▸ Stored data:
════════

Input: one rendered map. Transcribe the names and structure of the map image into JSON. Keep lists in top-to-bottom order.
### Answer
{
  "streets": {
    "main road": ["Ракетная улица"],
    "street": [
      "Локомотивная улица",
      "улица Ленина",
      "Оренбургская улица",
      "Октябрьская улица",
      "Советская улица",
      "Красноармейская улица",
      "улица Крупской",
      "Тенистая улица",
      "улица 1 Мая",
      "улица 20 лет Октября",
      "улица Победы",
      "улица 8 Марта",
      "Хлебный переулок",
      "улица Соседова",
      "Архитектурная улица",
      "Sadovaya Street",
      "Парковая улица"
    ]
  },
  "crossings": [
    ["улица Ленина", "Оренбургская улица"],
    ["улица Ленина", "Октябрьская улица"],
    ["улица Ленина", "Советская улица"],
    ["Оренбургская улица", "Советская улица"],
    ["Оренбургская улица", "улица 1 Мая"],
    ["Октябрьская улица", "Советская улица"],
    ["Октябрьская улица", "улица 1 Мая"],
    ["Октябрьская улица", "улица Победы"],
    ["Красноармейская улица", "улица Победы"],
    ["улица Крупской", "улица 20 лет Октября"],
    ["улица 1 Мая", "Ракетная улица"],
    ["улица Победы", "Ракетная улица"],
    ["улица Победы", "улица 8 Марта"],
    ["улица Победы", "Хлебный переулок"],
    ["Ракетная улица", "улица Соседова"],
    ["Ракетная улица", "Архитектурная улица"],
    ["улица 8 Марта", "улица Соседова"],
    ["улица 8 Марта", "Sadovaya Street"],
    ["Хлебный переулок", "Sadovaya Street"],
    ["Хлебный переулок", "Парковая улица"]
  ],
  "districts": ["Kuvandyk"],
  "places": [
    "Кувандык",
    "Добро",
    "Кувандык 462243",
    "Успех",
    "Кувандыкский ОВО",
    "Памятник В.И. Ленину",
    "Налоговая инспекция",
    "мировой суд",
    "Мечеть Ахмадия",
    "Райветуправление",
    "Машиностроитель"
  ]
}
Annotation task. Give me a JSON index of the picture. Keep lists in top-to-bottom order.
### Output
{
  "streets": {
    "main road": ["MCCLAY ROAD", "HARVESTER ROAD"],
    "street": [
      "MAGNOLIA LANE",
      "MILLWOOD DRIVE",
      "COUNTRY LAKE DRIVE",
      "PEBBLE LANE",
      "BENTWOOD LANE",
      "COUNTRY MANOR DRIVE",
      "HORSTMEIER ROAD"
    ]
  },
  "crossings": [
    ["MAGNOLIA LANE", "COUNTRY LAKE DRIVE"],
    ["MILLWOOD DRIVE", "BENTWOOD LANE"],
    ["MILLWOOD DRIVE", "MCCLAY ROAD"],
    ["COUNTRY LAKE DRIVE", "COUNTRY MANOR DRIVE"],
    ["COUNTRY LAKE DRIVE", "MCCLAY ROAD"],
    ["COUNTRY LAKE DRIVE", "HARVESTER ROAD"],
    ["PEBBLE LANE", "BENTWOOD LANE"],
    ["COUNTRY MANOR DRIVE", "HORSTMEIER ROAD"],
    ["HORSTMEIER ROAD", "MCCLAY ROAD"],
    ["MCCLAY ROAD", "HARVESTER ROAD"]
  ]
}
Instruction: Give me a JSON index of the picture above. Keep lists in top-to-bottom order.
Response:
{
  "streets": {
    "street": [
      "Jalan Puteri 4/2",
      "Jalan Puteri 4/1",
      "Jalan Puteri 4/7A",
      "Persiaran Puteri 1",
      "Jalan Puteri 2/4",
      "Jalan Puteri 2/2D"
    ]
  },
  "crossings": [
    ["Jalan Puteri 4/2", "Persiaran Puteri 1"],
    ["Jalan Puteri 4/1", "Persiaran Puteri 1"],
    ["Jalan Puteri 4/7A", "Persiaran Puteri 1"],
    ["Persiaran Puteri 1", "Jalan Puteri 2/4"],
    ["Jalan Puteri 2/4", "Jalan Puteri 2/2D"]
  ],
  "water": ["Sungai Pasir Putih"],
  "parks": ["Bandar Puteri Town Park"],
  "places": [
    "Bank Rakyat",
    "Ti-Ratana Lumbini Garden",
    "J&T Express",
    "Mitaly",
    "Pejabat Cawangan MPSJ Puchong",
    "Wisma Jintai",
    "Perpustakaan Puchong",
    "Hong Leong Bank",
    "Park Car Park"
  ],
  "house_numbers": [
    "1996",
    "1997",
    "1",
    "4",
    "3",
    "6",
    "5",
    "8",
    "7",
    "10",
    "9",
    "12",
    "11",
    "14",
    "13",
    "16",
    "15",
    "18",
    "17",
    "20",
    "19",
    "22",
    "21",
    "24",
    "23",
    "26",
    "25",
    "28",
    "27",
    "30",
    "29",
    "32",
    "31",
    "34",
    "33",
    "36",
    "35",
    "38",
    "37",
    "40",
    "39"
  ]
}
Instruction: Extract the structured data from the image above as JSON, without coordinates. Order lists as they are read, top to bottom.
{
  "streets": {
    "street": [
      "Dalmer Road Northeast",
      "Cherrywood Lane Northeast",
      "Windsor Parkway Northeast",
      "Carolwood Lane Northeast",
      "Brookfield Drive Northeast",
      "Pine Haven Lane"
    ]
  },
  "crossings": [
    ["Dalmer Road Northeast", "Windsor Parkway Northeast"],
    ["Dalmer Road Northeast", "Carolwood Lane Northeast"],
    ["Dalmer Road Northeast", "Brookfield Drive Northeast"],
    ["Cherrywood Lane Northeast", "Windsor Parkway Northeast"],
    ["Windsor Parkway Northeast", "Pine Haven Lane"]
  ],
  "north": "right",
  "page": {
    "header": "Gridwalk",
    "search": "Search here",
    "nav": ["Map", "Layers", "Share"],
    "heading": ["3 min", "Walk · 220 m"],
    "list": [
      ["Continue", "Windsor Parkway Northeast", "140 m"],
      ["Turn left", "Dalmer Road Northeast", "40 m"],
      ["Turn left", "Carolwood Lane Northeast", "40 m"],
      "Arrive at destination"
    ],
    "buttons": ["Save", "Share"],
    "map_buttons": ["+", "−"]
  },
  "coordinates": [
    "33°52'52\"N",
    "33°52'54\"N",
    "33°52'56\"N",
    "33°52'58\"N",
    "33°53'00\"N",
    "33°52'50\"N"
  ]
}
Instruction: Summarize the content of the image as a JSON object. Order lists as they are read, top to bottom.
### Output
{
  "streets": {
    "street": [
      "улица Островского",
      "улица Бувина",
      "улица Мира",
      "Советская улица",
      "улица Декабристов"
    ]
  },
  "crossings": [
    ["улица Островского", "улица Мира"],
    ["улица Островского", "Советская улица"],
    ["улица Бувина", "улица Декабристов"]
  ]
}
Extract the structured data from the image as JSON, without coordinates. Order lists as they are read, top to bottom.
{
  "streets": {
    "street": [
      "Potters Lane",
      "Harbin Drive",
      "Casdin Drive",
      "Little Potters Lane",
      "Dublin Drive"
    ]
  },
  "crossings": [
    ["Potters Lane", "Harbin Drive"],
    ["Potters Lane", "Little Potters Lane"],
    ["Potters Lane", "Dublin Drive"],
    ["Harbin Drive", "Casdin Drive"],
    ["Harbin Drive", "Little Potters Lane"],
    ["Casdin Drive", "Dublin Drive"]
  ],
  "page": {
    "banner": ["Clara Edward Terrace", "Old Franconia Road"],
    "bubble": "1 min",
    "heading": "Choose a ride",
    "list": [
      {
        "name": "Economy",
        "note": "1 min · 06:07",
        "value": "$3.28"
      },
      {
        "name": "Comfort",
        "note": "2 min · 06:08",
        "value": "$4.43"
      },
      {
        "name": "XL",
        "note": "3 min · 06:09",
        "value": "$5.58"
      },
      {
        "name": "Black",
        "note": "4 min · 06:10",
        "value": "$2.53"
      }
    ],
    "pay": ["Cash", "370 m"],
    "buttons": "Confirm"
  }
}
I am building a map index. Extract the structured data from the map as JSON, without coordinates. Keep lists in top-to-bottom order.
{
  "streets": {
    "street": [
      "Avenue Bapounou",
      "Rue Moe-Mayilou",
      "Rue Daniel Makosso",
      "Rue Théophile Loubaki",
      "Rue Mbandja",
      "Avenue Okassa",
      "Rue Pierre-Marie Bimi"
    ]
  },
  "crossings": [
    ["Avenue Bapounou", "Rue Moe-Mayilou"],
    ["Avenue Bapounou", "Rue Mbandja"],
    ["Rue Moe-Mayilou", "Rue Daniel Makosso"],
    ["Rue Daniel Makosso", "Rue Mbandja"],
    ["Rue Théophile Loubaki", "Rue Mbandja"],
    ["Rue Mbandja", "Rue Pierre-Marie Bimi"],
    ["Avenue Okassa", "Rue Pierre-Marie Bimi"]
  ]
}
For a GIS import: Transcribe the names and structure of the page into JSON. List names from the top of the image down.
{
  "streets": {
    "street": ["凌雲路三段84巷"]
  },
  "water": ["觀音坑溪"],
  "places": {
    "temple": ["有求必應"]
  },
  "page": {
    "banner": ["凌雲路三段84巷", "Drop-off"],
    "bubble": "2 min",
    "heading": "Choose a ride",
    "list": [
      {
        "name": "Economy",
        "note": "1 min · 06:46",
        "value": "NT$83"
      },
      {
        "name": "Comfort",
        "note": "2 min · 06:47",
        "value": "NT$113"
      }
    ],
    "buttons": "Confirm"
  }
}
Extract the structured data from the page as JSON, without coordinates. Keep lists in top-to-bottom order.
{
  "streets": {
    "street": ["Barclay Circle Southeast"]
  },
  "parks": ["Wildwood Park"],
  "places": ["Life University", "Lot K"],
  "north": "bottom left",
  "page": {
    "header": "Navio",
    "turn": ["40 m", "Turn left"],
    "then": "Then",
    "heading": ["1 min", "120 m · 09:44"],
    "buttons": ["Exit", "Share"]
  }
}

════════

▸ Problem to solve: Starting with the line that contains "Extract the structured data from the page", print each line through the last one in the listing. Include both end lines and add nothing.

▸ Final answer:
Extract the structured data from the page as JSON, without coordinates. Keep lists in top-to-bottom order.
{
  "streets": {
    "street": ["Barclay Circle Southeast"]
  },
  "parks": ["Wildwood Park"],
  "places": ["Life University", "Lot K"],
  "north": "bottom left",
  "page": {
    "header": "Navio",
    "turn": ["40 m", "Turn left"],
    "then": "Then",
    "heading": ["1 min", "120 m · 09:44"],
    "buttons": ["Exit", "Share"]
  }
}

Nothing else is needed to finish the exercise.